This behavior results mainly from a different data structure of the state variables
and the set of numerical algorithms that are adequate for a given family of
ecological models.
Whereas ODE models have a vector for state and a data frame for outputs, grid
models may have a grid matrix for state and a list of grids (one grid per time step)
as output, and finally, random walk models may have a list for the initial state
of the particles and a list of lists for the output.

The returned \code{simObj} can be printed and plotted directly with appropriate
functions, the simulation results can be extracted with \code{out} or the
resulting \code{simObj} can be used in another simulation with modified data
or functionality.

\subsubsection{Accessor functions}

Similar to the \code{out} function other accessor functions are available for
all slots with (in opposite to \code{out}) not only read but also write access.
These functions are used similarly like the base function \code{names} and work with the
appropriate data structures, see help files for details. The functions
allow to change either the whole content of the respective slot or
to change single elements, e.g.\ parameter values, time steps or equations.
For example, the following will change only the parameter value of \code{k1}:

<<parm1,echo=TRUE>>=
parms(lv)
parms(lv)["k1"] <- 0.4
@

An entirely new parameter is added to the parameter vector via:

<<parm2,echo=TRUE>>=
parms(lv)["a"] <- 1
parms(lv)
@

Elements can be deleted when a modified version of the parameter vector is assigned:


<<parms3,echo=TRUE>>=
parms(lv) <- parms(lv)[-4]
parms(lv)
@

The behavior is analogous for all other slots with the exception of
\code{out}, given that the correct data type for the respective slot
(vector, list or matrix) is used.

In addition to the command line accessor functions, graphical
\proglang{Tcl/Tk} versions exist (\code{editParms}, \code{editTimes},
\code{editInit})\footnote{These functions replace the deprecated
\code{fixFoo} functions, e.g. \code{fixParms}. Use \code{foo <-
editParms(foo)} instead of \code{fixParms(foo)}}, however, more
complex data types cannot be handled yet by these functions.

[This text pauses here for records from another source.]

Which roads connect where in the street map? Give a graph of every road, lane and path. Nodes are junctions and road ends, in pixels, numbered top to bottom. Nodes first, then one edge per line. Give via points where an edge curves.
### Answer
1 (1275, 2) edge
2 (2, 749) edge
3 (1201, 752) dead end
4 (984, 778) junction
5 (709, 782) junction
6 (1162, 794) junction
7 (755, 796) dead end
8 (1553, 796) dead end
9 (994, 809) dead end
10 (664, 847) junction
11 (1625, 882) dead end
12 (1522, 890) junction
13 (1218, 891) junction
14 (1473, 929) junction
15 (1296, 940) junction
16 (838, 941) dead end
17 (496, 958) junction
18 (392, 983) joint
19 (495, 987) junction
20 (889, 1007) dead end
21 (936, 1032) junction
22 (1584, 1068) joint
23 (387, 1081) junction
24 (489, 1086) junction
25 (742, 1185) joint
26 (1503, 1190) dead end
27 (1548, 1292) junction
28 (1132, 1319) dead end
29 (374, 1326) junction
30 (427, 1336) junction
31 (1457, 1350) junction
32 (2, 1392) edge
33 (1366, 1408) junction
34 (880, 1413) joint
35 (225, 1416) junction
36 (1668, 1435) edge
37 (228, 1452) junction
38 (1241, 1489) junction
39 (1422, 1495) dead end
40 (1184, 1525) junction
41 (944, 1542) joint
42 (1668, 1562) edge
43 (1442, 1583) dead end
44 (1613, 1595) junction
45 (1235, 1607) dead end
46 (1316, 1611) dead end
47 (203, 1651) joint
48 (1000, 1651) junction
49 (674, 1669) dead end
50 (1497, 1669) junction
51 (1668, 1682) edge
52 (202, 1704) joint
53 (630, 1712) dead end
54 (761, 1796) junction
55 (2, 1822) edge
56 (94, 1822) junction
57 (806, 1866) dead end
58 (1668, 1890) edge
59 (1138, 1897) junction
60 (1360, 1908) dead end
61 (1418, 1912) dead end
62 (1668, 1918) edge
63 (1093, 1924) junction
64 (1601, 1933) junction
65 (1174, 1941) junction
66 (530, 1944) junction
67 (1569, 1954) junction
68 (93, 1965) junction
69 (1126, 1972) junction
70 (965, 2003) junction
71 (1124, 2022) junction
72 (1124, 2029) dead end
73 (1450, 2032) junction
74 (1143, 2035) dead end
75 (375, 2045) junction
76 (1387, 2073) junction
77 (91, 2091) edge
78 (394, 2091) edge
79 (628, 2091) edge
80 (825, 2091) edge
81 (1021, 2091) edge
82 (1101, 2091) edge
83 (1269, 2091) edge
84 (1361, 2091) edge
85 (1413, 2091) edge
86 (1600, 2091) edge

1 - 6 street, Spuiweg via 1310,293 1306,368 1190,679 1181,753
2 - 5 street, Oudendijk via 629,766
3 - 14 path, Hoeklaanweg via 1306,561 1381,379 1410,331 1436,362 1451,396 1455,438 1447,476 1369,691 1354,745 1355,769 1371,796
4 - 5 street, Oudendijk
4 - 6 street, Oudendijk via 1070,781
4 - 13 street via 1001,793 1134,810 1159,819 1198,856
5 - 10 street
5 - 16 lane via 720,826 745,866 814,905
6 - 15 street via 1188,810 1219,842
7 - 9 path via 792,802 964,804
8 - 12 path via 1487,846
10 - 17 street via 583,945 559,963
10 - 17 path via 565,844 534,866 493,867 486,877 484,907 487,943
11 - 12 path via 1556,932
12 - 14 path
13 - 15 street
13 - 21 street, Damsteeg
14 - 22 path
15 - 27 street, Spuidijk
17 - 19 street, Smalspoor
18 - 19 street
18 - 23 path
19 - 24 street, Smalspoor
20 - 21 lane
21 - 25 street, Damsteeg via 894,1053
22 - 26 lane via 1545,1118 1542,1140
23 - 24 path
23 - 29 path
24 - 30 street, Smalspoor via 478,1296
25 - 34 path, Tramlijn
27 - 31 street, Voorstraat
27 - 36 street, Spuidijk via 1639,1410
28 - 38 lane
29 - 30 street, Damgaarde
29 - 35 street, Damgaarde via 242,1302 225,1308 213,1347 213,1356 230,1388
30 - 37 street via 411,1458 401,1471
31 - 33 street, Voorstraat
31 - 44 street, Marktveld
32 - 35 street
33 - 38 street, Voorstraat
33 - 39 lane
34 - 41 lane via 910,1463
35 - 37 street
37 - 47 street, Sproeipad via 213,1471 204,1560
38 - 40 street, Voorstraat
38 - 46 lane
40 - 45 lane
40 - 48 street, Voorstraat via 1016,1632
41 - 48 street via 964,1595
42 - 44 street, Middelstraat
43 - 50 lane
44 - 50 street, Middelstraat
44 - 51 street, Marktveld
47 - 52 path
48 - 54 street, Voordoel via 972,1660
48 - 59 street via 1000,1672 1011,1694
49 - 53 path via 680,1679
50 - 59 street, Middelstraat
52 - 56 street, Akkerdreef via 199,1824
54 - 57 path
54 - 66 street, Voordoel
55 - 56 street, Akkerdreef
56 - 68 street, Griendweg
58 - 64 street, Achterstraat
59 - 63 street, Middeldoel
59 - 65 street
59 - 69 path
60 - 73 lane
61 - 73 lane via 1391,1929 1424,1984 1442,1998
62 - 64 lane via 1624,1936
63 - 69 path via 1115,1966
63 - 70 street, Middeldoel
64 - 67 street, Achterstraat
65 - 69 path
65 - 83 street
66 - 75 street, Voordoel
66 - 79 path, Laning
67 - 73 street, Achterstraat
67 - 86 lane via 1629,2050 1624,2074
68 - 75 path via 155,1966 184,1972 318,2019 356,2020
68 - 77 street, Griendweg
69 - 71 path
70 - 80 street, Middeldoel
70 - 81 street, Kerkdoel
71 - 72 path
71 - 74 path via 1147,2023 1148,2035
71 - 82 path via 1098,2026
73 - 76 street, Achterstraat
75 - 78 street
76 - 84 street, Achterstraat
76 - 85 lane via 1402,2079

\subsubsection{Numerical algorithms}

In order to simulate ecological models of various types, the appropriate numerical algorithms can be plugged into
the \code{sim} function either by using an existing function, e.g.\ from this package,
by imported solvers of package \pkg{deSolve} or by user-defined algorithms.

The algorithm used for one particular \code{simObj} is stored as character string
in the \code{solver} slot of the object.
User-defined algorithms have to provide interfaces (parameter line, output structure) and
functionality (see below) that fit into the respective object specification and are
compatible to the data structures of the particular class.

\subsection{Utility functions}

A few utility functions are provided for overcoming frequently occuring problems.
However, it is not planned to overload \pkg{simecol} with numerous utilities as most of
them are application-specific. Additional supporting functions should be written
in the user workspace when they are needed or may be included in optional packages.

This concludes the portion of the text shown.